Funds From Hyatt Sale Supporting Several Wichita Projects
City Council members voted Tuesday to allocate more than $4 million from the recent sale of the Hyatt Hotel to projects across Wichita.
Five of Wichita's six council districts put forward plans on how to use their share of the funds. Only District 6, which encompasses Old Town, was not part of the vote.
Projects include a new dog park at Harrison Park in District 2; a matching donation of $250,000 for the renovation of Dunbar Theatre in District 1; and $1 million toward the development of the Pracht Wetlands Park in District 5.
Councilman James Clendenin said all of the project plans are the result of lengthy discussions with residents in each district.
“We’re able to use these funds to better the quality of life for all of our districts," he said. "And this has been a process of listening to the community.”
The city of Wichita sold the Hyatt to hotel and casino magnate Phil Ruffin last year for $20 million dollars. $10 million from the sale is going toward street maintenance, and another $4 million is going toward the city's transit system.
Below is a full list of projects by district that will receive a portion of the Hyatt funds:
-Neighborhood Grant Program, $124,000: Grants will be available for one-time projects in the district, with a cap of $1500. The city says a review committee will select projects that benefit income-eligible residents with sidewalk repairs, emergency tree trimming, eliminating deed issues to establish legal home ownership, and other special projects.
-Dunbar Challenge Grant, $250,000: This grant will be matched dollar-for-dollar by private donations to help fund the renovation of the 340-seat theatre in the McAdams neighborhood.
-Young Entrepreneurs, $36,000: This grant, associated with the business startup incubator e2e, will cover some costs for a program that introduces students to business and entrepreneurship.

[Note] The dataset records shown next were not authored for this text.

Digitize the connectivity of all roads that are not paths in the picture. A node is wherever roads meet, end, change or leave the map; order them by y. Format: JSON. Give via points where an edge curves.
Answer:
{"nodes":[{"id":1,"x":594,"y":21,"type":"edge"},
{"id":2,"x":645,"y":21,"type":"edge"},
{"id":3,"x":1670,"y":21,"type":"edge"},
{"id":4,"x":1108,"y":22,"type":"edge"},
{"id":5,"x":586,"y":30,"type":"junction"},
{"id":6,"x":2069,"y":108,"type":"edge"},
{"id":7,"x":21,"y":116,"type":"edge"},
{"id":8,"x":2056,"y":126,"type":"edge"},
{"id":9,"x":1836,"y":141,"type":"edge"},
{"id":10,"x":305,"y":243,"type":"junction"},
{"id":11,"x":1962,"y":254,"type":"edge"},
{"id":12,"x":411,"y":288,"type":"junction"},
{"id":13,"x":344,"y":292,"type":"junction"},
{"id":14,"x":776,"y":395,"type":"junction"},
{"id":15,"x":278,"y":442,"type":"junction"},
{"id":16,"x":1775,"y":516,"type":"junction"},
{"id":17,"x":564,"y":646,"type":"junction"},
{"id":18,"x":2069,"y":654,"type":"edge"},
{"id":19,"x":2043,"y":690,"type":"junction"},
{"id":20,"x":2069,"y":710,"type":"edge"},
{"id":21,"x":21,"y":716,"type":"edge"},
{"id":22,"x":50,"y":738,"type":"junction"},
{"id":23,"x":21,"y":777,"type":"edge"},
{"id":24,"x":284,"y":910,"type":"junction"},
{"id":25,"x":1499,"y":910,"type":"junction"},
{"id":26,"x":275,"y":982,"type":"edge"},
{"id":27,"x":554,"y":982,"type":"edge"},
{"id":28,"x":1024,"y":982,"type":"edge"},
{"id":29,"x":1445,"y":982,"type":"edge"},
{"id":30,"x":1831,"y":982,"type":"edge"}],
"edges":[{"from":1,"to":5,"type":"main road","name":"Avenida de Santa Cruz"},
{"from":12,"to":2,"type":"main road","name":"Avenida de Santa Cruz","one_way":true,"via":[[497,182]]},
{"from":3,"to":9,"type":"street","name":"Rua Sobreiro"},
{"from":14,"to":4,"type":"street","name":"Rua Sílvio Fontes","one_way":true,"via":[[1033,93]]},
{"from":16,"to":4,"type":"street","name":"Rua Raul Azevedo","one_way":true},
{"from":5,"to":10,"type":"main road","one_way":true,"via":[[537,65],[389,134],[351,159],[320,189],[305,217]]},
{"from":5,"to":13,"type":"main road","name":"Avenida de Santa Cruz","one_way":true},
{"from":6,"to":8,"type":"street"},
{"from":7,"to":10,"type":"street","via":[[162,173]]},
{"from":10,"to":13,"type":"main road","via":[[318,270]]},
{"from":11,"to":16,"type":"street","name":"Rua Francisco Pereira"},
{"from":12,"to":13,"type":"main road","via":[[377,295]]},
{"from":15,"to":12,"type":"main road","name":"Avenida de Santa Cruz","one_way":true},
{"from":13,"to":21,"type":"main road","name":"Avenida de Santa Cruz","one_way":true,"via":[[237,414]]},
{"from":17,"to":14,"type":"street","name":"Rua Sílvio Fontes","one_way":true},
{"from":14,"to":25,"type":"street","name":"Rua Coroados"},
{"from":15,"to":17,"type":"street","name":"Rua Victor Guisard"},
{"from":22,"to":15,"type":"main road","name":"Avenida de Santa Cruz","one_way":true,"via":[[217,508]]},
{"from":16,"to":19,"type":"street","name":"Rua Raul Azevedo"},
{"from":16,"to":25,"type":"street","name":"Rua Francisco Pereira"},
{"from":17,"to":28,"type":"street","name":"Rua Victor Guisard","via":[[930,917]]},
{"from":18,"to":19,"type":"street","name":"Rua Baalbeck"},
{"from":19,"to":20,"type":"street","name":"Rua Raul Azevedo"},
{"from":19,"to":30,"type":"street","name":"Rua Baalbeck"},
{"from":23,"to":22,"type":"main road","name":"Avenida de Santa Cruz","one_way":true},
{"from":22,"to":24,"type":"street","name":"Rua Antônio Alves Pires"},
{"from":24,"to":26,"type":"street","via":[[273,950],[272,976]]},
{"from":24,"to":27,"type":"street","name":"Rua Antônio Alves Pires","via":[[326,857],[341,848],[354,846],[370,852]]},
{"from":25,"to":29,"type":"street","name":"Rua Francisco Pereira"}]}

-Harrison Park Parking Lot, $100,000: This grant will cover more than half the cost of a project to fix the east parking lot at Harrison Park so a dog park can be constructed.
-“Doc” Hangar, $900,000: Funds will support the construction of a permanent home for the WWII-era bomber.
-Neighborhood Grant Program, $500,000: These funds will support neighborhood improvement projects and activities in the district.
-Neighborhood Inspection Pilot Project, $150,000: They city says this grant will support a new neighborhood inspector position focused on "proactive property maintenance inspection and enforcement" in the area between Lincoln and Pawnee, from I-135 to Oliver, and between Hillside and Oliver, from Kellogg to Lincoln.
-Pawnee Prairie Park Improvements, $1 Million: Improvements to the 624-acre park would provide bicycle and hiking paths, improved bridge crossings, a horse watering area, drinking fountains, a playground, improved lighting, picnic tables, benches, expanded equestrian parking and educational/regulatory signage.
-Pracht Wetlands Park, $1 Million: The allocation will finance much of Phase 2 of the development of the urban wetlands park, extending the boardwalk to the west to a second viewing area.